The whole issue of climate change is not seriously on the government’s agenda. In the estimates just recently we had a situation where I asked the Department of Foreign Affairs and Trade and Senator Coonan whether they were looking at the national security ramifications of climate change for Australia in the Asia-Pacific region, just as the Pentagon has done for the United States. Senator Coonan had difficulty understanding the question. She asked several times and she could not understand what an environmental matter might have to do with national security. Today the Lowy Institute released their report on the national security ramifications of climate change. Only a few months ago I moved a motion asking the government to recognise environmental refugees and to work to have it incorporated into the UN convention on refugees. The government once again rejected that. I am not prepared to accept that the government even have climate change on their radar, except to invoke the words when they want to use it to cover another agenda, like being part of President Bush’s nuclear club, which is the most recent invocation of the issue of climate change.

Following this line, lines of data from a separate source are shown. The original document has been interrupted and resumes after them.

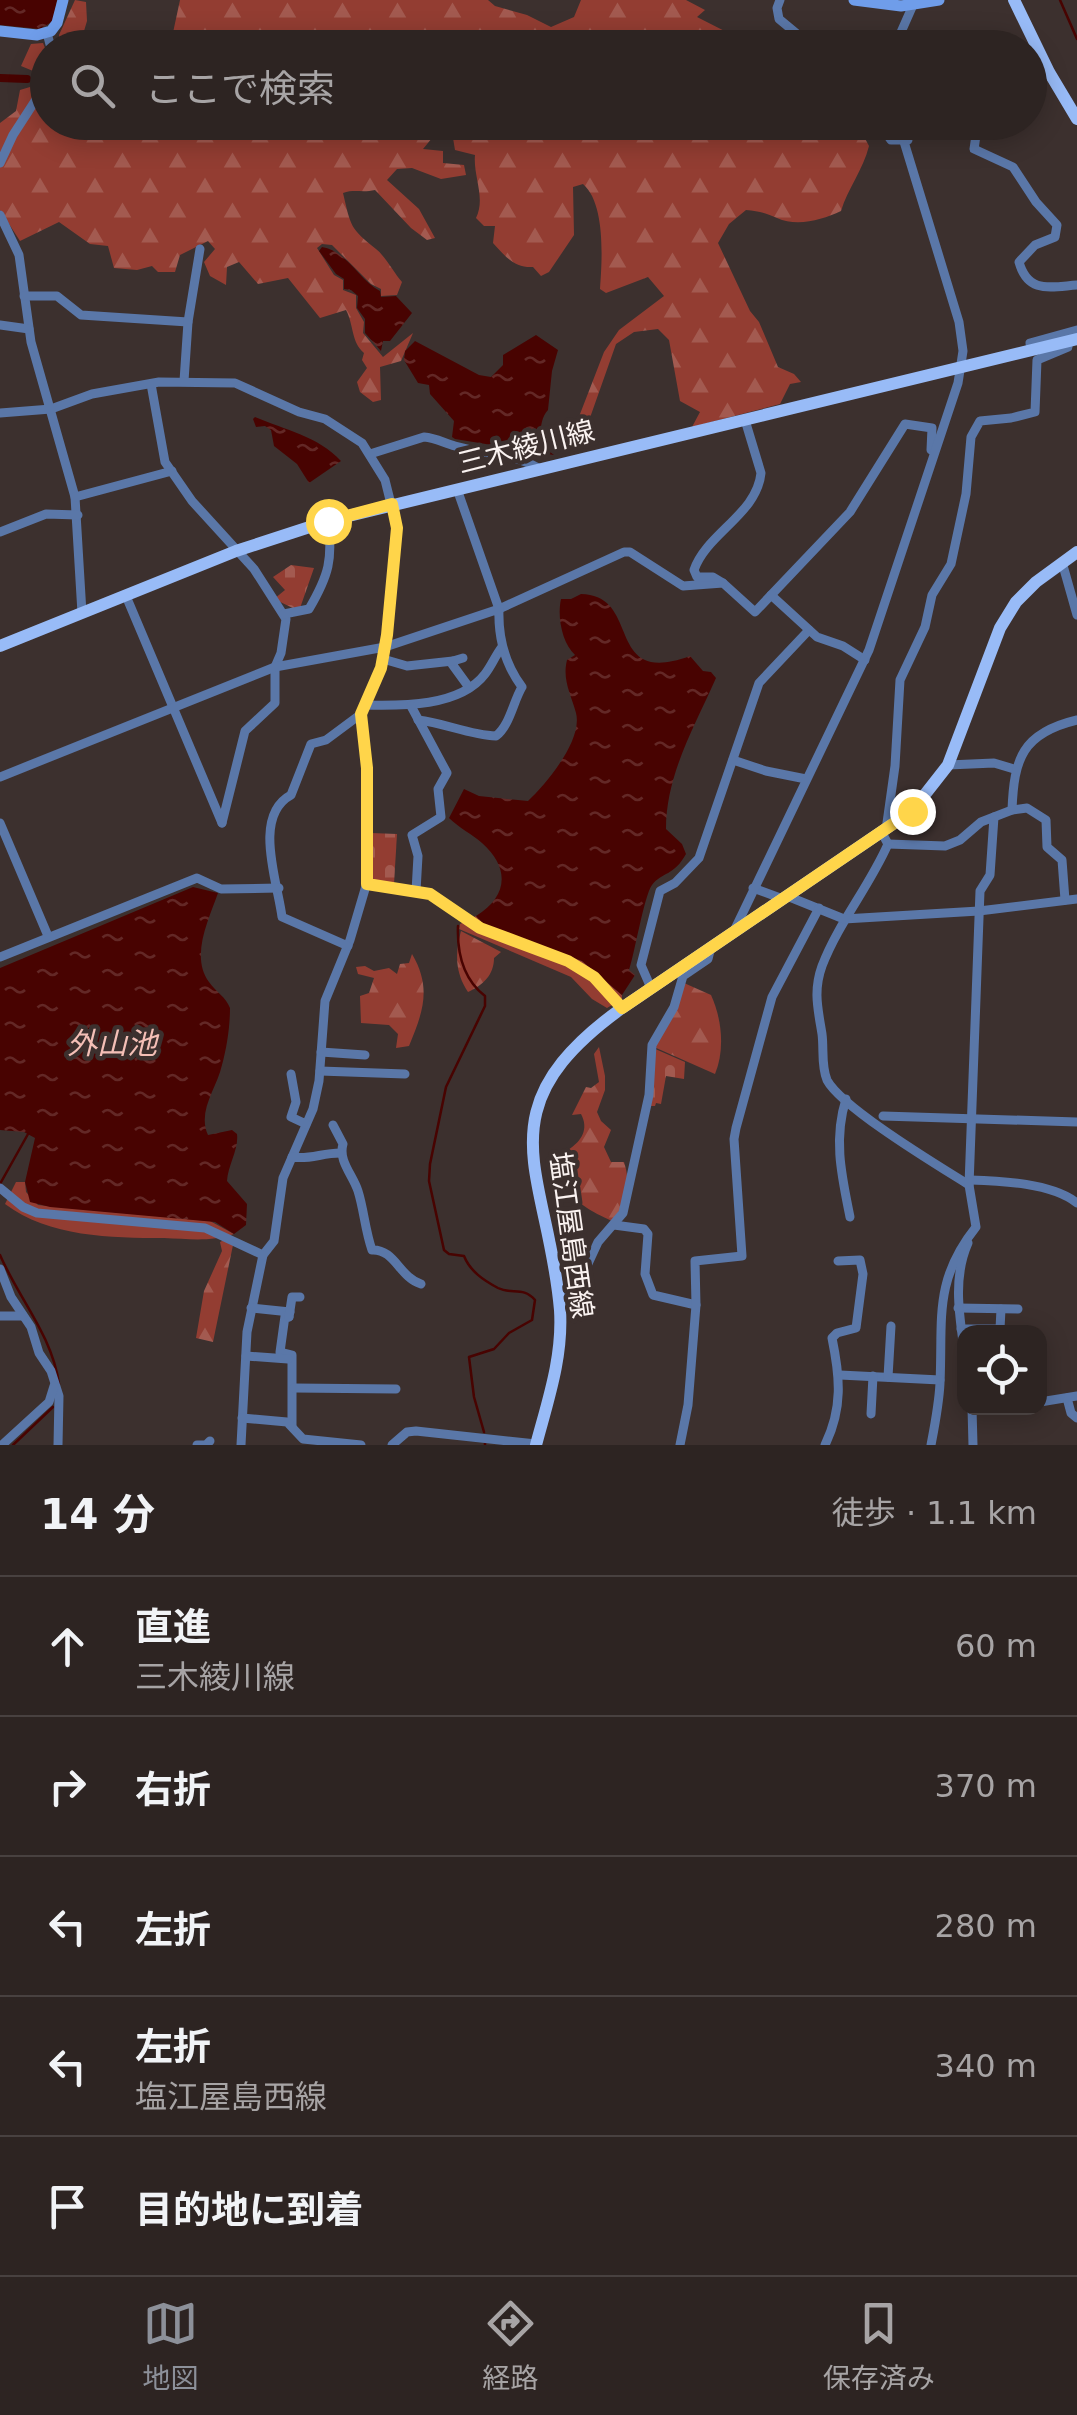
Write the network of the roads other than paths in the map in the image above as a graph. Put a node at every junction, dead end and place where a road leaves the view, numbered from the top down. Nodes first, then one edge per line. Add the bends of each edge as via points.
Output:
1 (63, 0) edge
2 (780, 0) edge
3 (854, 0) edge
4 (939, 0) edge
5 (1014, 0) edge
6 (913, 5) junction
7 (50, 30) edge
8 (793, 30) edge
9 (902, 30) edge
10 (1029, 30) edge
11 (0, 31) edge
12 (30, 32) edge
13 (1047, 68) edge
14 (30, 109) edge
15 (1077, 119) edge
16 (891, 140) edge
17 (908, 140) edge
18 (975, 140) edge
19 (904, 141) junction
20 (0, 164) edge
21 (0, 215) edge
22 (200, 250) dead end
23 (1077, 286) edge
24 (24, 296) junction
25 (188, 322) junction
26 (0, 325) edge
27 (29, 329) junction
28 (1074, 337) edge
29 (961, 367) junction
30 (184, 381) junction
31 (151, 384) junction
32 (51, 409) junction
33 (0, 413) edge
34 (745, 420) junction
35 (370, 454) junction
36 (932, 461) junction
37 (540, 469) junction
38 (172, 471) junction
39 (458, 489) junction
40 (75, 497) junction
41 (392, 504) junction
42 (78, 516) junction
43 (328, 521) junction
44 (0, 532) edge
45 (236, 551) junction
46 (1077, 552) edge
47 (1062, 562) junction
48 (723, 584) junction
49 (771, 595) junction
50 (126, 596) junction
51 (499, 608) junction
52 (82, 613) junction
53 (284, 614) junction
54 (1077, 616) edge
55 (810, 630) junction
56 (0, 646) edge
57 (385, 647) junction
58 (502, 647) junction
59 (382, 659) junction
60 (865, 660) junction
61 (275, 668) junction
62 (468, 686) junction
63 (411, 706) junction
64 (363, 709) junction
65 (172, 710) junction
66 (418, 720) junction
67 (1077, 720) edge
68 (734, 760) junction
69 (948, 765) junction
70 (1014, 769) junction
71 (0, 777) edge
72 (806, 780) junction
73 (1012, 810) junction
74 (994, 817) junction
75 (0, 823) edge
76 (885, 836) junction
77 (1077, 855) edge
78 (1060, 856) junction
79 (367, 884) junction
80 (279, 888) junction
81 (753, 888) junction
82 (416, 891) junction
83 (785, 897) junction
84 (1077, 899) edge
85 (1065, 900) junction
86 (818, 908) junction
87 (980, 911) junction
88 (844, 918) junction
89 (734, 932) junction
90 (48, 936) junction
91 (348, 946) junction
92 (711, 947) junction
93 (0, 957) edge
94 (651, 988) junction
95 (622, 1008) junction
96 (321, 1052) junction
97 (365, 1055) dead end
98 (320, 1071) junction
99 (292, 1074) dead end
100 (405, 1074) dead end
101 (846, 1100) junction
102 (883, 1116) dead end
103 (973, 1119) junction
104 (1077, 1122) edge
105 (306, 1124) junction
106 (333, 1125) dead end
107 (340, 1153) junction
108 (292, 1157) junction
109 (970, 1182) junction
110 (0, 1188) edge
111 (1077, 1203) edge
112 (850, 1217) dead end
113 (614, 1225) junction
114 (976, 1227) junction
115 (262, 1255) junction
116 (838, 1262) dead end
117 (0, 1269) edge
118 (421, 1284) dead end
119 (300, 1297) dead end
120 (559, 1303) junction
121 (696, 1305) junction
122 (252, 1308) junction
123 (958, 1308) junction
124 (1001, 1308) junction
125 (1018, 1308) dead end
126 (0, 1316) edge
127 (23, 1316) junction
128 (289, 1316) junction
129 (961, 1325) edge
130 (1000, 1325) edge
131 (891, 1326) dead end
132 (246, 1356) junction
133 (292, 1360) junction
134 (840, 1375) junction
135 (873, 1376) junction
136 (888, 1377) junction
137 (940, 1380) junction
138 (54, 1386) junction
139 (294, 1388) junction
140 (396, 1389) dead end
141 (1072, 1397) edge
142 (1047, 1401) edge
143 (871, 1414) dead end
144 (972, 1415) edge
145 (242, 1418) junction
146 (1077, 1418) edge
147 (292, 1426) junction
148 (446, 1433) junction
149 (210, 1440) dead end
150 (402, 1440) edge
151 (1, 1445) edge
152 (58, 1445) edge
153 (196, 1445) edge
154 (241, 1445) edge
155 (361, 1445) edge
156 (392, 1445) edge
157 (454, 1445) edge
158 (536, 1445) edge
159 (680, 1445) edge
160 (825, 1445) edge
161 (932, 1445) edge
162 (974, 1445) edge

1 - 7 street
2 - 8 street via 780,19
3 - 6 street
4 - 6 street
5 - 10 main road
6 - 9 street
11 - 12 street
13 - 15 main road
14 - 20 street
16 - 19 street
17 - 19 street
18 - 23 street via 974,149 1013,167 1056,225 1054,237 1019,262 1027,280 1043,288
19 - 29 street via 959,322
21 - 24 street via 19,255
22 - 25 street
24 - 25 street via 56,296 81,315
24 - 27 street
25 - 30 street
26 - 27 street
27 - 32 street
28 - 29 main road, 三木綾川線
28 - 76 street via 1068,348 1037,360 1035,412 980,420 970,437 952,564 932,595 900,680
29 - 34 main road, 三木綾川線
29 - 36 street
30 - 31 street
30 - 35 street via 235,383 324,419
31 - 32 street
31 - 38 street via 162,456
32 - 33 street
32 - 40 street
34 - 37 main road, 三木綾川線
34 - 48 street via 760,482 694,570
35 - 37 street via 424,437 519,457
35 - 41 street
36 - 49 street via 932,428 905,424 850,512
36 - 60 street
37 - 39 main road, 三木綾川線
38 - 40 street
38 - 45 street
39 - 41 main road, 三木綾川線
39 - 51 street
40 - 42 street
41 - 43 main road, 三木綾川線
41 - 57 street via 396,553
42 - 44 street via 46,514
42 - 52 street
43 - 45 main road, 三木綾川線
43 - 53 street via 328,572 310,609
45 - 50 main road, 三木綾川線
45 - 53 street
46 - 47 main road, 塩江屋島西線
47 - 54 street
47 - 69 main road, 塩江屋島西線 via 1016,602 1000,628
48 - 49 street via 755,612
48 - 51 street via 683,586 624,552
49 - 55 street
50 - 52 main road, 三木綾川線
50 - 65 street
51 - 57 street
51 - 58 street
52 - 56 main road, 三木綾川線
53 - 61 street
55 - 60 street
55 - 68 street via 759,683
57 - 59 street
57 - 61 street
58 - 62 street via 484,676
58 - 66 street via 522,688 500,734
59 - 62 street via 407,666 458,660 454,668
59 - 64 street
60 - 72 street
61 - 65 street
61 - 65 street via 274,703 244,730 222,822
62 - 63 street
63 - 64 street
63 - 66 street
64 - 79 street
64 - 80 street via 326,740 310,744 291,795 275,812 270,863
65 - 71 street
66 - 82 street via 446,774 438,788 441,817 412,835
67 - 70 street via 1037,738
68 - 72 street
68 - 94 street via 699,858 663,888 654,905 641,965
69 - 70 street
69 - 76 main road, 塩江屋島西線
70 - 73 street
72 - 81 street
73 - 74 street
73 - 78 street via 1040,815 1048,827 1047,848
74 - 76 street via 945,846
74 - 87 street
75 - 90 street
76 - 83 main road, 塩江屋島西線
76 - 88 street via 876,870
77 - 78 street
78 - 85 street
79 - 82 street
79 - 91 street
80 - 90 street via 221,889 197,878
80 - 91 street via 282,917
81 - 83 street
81 - 89 street
82 - 95 street via 480,928 586,970
83 - 86 street
83 - 89 main road, 塩江屋島西線
84 - 85 street
85 - 87 street
86 - 88 street
86 - 121 street via 772,997 736,1128 742,1256 699,1258
87 - 88 street
87 - 103 street
88 - 101 street via 815,993 824,1071
89 - 92 main road, 塩江屋島西線
90 - 93 street
91 - 96 street via 326,1001
92 - 94 main road, 塩江屋島西線
92 - 113 street via 708,960 683,976 652,1045 628,1201
94 - 95 main road, 塩江屋島西線
95 - 120 main road, 塩江屋島西線 via 558,1065 534,1122 535,1184
96 - 97 street
96 - 98 street
98 - 100 street
98 - 105 street
99 - 105 street via 291,1117
101 - 109 street via 915,1152
101 - 112 street via 838,1156
102 - 103 street
103 - 104 street
103 - 109 street
105 - 108 street
106 - 107 street via 343,1144
107 - 108 street
107 - 118 street via 359,1194 372,1250 392,1256 406,1277
108 - 115 street via 282,1178 274,1241
109 - 111 street via 1048,1188
109 - 114 street
110 - 115 street via 37,1213 205,1228
113 - 120 street
113 - 121 street via 648,1234 644,1274 653,1295
114 - 123 street via 962,1258
114 - 137 street via 944,1288
115 - 122 street
116 - 134 street via 860,1260 862,1274 856,1328 832,1338
117 - 127 street
119 - 128 street via 292,1297
120 - 158 main road, 塩江屋島西線 via 557,1370
121 - 159 street
122 - 128 street
122 - 132 street
123 - 124 street
123 - 129 street
124 - 125 street
124 - 130 street
126 - 127 street
127 - 138 street
128 - 133 street via 280,1352
131 - 136 street
132 - 133 street
132 - 145 street
133 - 139 street
134 - 135 street
134 - 160 street via 837,1418
135 - 136 street
135 - 143 street
136 - 137 street
137 - 161 street
138 - 151 street via 49,1402
138 - 152 street
139 - 140 street
139 - 147 street
141 - 142 street
141 - 146 street via 1070,1413
144 - 162 street
145 - 147 street
145 - 154 street
147 - 155 street via 313,1442
148 - 150 street via 416,1430
148 - 157 street
148 - 158 street
149 - 153 street
150 - 156 street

Whether the government likes it or not, climate change, energy security and oil depletion are the big challenges to Australia in this century. They are the challenges which will rock the budget and knock it right out of the water when we have major and extreme weather events occurring because of climate change. They are going to be the issues when the next generation of Australians look back and see that the government squandered a massive surplus, failed to recognise how the world had significantly changed and failed to take advantage of Australia’s competitive opportunity at this point of significant change to embrace renewable energy and solar technologies and to go out and create a sophisticated economy that helps Australia, is globally responsible and demonstrates global leadership.

That is why the Greens are opposing the tax cuts. That is why I will be moving to require companies to do what is the right and responsible thing at this time. If they want the benefits of accelerated depreciation then they can take the responsibility for implementing the energy efficiency measures that will begin the process of focusing business on what needs to happen in Australia to address climate change.